La oficina que controla la compraventa de divisas, por su lado, aferrándose obstinadamente a la ficción de que los tipos «en realidad» no se han elevado y que la paridad legalmente establecida es la efectiva, facilita divisas a los importadores al cambio oficial. Ello supone primar las importaciones. Todo comerciante que consigue divisas obtiene señalados beneficios al vender en el interior las mercancías importadas. Por ello, los poderes públicos recurren a nuevos arbitrismos. O elevan las tarifas arancelarias o imponen cargas y gravámenes a las importaciones; en definitiva, encarecen, por un procedimiento u otro, la adquisición de divisas.

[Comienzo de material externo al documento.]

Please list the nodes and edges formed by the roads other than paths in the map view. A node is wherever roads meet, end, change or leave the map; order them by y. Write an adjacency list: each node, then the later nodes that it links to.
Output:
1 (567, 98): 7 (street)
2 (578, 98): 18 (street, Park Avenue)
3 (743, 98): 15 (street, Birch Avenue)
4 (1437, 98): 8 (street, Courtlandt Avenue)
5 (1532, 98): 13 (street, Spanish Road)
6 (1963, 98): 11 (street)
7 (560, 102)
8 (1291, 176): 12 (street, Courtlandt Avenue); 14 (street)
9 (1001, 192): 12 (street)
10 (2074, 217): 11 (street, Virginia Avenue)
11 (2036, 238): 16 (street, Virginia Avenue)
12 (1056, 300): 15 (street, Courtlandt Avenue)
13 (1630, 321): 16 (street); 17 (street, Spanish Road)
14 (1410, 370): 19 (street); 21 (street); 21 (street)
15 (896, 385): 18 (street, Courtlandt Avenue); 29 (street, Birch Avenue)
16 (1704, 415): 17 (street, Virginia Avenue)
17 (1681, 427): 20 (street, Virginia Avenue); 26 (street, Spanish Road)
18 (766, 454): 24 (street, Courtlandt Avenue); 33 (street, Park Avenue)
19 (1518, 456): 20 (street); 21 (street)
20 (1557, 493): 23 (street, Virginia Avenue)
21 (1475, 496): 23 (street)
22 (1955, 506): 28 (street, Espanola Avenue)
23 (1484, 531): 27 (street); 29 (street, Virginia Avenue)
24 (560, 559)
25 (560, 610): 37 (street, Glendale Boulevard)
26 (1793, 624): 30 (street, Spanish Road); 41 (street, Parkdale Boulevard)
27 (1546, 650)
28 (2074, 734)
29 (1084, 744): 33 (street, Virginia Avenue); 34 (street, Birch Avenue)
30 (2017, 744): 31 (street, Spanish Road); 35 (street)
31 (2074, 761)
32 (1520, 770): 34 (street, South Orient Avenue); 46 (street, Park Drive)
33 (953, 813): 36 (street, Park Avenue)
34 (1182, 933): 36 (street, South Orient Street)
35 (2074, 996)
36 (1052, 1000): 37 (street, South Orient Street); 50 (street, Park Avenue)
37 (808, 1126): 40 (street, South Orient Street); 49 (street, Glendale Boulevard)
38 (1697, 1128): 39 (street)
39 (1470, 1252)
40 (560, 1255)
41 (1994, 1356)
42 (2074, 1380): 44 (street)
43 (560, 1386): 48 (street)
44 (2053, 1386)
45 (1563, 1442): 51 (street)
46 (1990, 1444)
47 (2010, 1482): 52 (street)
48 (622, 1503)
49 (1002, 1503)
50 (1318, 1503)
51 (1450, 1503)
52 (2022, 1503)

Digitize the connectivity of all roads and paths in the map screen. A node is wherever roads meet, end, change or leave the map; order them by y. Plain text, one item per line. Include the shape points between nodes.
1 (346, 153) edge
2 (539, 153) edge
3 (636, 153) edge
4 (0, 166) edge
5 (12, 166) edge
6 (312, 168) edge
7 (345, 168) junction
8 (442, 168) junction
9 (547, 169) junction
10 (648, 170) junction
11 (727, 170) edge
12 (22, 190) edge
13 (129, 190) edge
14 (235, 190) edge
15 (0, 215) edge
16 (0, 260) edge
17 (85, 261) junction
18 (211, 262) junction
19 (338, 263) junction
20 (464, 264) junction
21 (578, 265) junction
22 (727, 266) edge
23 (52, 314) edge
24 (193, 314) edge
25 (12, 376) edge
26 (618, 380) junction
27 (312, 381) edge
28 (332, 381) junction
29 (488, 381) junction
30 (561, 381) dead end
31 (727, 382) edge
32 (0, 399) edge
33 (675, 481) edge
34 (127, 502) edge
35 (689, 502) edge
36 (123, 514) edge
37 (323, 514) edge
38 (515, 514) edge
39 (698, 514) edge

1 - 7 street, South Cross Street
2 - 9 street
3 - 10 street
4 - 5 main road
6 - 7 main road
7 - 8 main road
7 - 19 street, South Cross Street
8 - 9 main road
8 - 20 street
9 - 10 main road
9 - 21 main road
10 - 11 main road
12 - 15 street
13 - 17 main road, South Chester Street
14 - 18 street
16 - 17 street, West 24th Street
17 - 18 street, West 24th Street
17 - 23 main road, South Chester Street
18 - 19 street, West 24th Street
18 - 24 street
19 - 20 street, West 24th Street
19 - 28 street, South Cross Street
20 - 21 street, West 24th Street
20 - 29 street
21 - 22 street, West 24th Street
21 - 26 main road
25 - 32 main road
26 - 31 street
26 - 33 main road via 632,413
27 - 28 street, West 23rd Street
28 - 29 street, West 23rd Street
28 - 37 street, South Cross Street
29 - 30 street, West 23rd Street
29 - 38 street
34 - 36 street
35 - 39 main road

Entonces, por supuesto, el control de cambios funciona. Pero funciona sólo porque virtualmente reconoce las cotizaciones del mercado libre de divisas. El exportador obtiene su equivalente por las que entrega al organismo oficial y además el correspondiente subsidio, con lo que acaba por cobrar una suma igual al cambio libre. El importador, a su vez, abona por la divisa el precio oficial y además una prima, tasa o impuesto especial, de tal suerte que, en definitiva, desembolsa el cambio de mercado. En esta situación, los únicos seres de inteligencia tan obtusa que no aciertan a percatarse de la realidad y se dejan sorprender por la fraseología burocrática son aquellos autores que en sus trabajos y libros ensalzan las nuevas experiencias y métodos del dirigismo monetario.
La monopolización del tráfico de las divisas confiere a las autoridades el control absoluto del comercio exterior. Pero no por ello logran influir en las cotizaciones extranjeras. De nada sirve que el poder público prohíba la publicación en periódicos y revistas de los cambios reales. En tanto haya comercio exterior, sólo las cotizaciones libres y efectivas serán tenidas en cuenta por quienes operen en ese mercado.
El gobernante, a fin de ocultar en lo posible la realidad, quisiera que la gente eludiera mencionar los verdaderos tipos de cambio manejados. En este sentido procura organizar el comercio exterior a base de trueque, evitando así las expresiones monetarias. A tal efecto se conciertan los llamados tratados comerciales bilaterales y las operaciones de clearing. Cada parte se compromete a entregar determinada cantidad de bienes y servicios y recibe en pago otra serie de bienes y servicios. En tales convenios se evita con sumo cuidado toda alusión al dinero y a los cambios. Pero los contratantes, en su fuero interno, calculan el valor de lo que compran y venden a base de los precios internacionales en oro. Mediante estos conciertos de trueque y compensación, el comercio bilateral viene a sustituir al comercio triangular o multilateral de la época liberal. Ahora bien, lo que no se consigue con ello es variar la pérdida de poder adquisitivo que la moneda nacional experimenta con respecto al oro, las divisas y los bienes económicos en general.
El control de cambios no es, en realidad, sino un nuevo paso por el camino que conduce a la implantación del socialismo. Contemplado desde cualquier otro ángulo, su ineficacia es notoria. Ni a la corta ni a la larga, influye lo más mínimo en la determinación del precio de las divisas extranjeras.